## EXERCISE INSTRUCTIONS
Scan the listing below for lines with "岩槻街道" in them. Give their number and nothing more.

## RECORDS SHOWN
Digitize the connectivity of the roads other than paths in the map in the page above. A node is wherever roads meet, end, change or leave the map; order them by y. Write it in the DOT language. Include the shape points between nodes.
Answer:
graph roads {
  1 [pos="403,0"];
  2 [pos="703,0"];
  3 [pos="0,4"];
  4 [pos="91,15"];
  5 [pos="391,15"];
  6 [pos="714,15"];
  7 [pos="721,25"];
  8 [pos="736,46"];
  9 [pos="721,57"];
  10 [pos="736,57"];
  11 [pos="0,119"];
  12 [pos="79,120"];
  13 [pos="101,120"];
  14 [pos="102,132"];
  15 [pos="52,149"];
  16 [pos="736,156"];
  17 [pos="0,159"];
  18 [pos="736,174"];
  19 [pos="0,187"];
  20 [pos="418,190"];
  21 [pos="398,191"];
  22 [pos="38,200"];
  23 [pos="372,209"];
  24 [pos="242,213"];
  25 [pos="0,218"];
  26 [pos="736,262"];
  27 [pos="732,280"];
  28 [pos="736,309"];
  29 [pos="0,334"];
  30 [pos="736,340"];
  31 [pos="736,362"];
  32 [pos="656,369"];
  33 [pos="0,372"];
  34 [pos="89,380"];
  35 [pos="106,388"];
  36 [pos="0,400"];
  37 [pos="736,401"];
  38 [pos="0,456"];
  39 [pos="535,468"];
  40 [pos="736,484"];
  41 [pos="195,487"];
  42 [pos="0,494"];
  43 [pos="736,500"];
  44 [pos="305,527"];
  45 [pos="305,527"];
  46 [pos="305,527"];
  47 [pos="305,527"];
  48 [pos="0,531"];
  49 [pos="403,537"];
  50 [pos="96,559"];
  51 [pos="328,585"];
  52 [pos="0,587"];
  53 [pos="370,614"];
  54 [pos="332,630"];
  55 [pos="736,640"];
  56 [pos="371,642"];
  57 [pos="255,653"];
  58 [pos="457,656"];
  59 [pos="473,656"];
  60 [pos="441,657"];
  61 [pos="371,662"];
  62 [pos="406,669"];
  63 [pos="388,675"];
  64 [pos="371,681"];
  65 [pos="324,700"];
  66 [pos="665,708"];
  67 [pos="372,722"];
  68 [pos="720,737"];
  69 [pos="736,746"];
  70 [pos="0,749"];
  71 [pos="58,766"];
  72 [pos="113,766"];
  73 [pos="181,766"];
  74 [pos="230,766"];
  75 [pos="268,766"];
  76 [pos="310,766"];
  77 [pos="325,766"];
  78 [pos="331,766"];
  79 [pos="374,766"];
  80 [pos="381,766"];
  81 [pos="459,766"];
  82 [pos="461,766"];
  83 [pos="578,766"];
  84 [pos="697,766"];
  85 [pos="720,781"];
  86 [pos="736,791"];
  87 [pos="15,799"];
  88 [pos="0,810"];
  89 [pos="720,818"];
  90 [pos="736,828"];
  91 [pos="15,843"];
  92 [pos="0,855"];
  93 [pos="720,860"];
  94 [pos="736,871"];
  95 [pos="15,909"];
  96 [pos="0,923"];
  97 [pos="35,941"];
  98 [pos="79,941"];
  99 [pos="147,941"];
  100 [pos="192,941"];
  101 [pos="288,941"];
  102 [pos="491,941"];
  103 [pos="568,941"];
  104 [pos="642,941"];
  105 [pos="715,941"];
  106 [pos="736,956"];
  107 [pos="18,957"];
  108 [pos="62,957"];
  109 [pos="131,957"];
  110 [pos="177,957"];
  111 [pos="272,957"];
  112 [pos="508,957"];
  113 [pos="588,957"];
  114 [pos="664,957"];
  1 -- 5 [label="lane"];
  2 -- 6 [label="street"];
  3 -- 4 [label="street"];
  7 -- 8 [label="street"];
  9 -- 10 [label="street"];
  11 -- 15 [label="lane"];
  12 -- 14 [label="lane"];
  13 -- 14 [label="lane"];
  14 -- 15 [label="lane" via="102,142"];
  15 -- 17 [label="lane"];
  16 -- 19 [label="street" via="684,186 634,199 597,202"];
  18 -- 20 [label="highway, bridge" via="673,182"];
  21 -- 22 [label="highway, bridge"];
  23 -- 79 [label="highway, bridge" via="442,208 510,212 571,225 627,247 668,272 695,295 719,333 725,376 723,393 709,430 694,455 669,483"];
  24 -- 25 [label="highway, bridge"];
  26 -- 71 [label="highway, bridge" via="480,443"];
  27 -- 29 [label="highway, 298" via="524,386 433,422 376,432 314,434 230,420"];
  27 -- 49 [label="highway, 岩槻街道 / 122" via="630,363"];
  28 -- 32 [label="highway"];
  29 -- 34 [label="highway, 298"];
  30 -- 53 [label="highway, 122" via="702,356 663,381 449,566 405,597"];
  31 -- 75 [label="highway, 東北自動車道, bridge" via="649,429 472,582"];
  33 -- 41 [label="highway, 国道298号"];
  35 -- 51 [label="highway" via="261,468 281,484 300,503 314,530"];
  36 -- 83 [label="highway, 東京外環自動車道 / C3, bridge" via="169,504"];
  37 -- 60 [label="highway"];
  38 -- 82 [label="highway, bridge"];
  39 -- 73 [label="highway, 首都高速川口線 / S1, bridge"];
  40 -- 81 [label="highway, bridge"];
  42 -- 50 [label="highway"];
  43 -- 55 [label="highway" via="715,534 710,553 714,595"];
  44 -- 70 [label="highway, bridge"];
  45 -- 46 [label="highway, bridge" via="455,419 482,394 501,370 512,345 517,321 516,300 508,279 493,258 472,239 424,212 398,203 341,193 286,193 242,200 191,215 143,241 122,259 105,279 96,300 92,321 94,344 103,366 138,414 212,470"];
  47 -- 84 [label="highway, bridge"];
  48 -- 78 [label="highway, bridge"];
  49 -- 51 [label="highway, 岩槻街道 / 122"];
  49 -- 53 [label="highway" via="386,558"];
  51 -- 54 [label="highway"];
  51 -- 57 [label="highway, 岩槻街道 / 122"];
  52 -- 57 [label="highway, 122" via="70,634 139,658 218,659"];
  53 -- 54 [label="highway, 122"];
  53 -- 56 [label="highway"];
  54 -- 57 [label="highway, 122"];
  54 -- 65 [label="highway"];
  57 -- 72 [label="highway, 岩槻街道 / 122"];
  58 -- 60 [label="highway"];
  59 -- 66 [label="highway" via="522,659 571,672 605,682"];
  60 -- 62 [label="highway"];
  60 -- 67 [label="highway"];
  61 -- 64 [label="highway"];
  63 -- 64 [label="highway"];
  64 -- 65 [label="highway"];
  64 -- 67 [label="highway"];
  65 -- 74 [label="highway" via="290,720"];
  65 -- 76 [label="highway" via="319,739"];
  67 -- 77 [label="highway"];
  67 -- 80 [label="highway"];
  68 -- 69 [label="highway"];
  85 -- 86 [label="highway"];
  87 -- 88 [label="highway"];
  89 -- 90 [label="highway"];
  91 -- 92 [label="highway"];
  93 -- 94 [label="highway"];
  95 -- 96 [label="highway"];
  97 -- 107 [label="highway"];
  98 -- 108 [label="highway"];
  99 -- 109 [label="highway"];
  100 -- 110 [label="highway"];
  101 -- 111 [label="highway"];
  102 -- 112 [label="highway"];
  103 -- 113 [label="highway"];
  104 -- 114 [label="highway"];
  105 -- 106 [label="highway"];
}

## ANSWER TO THIS TASK
4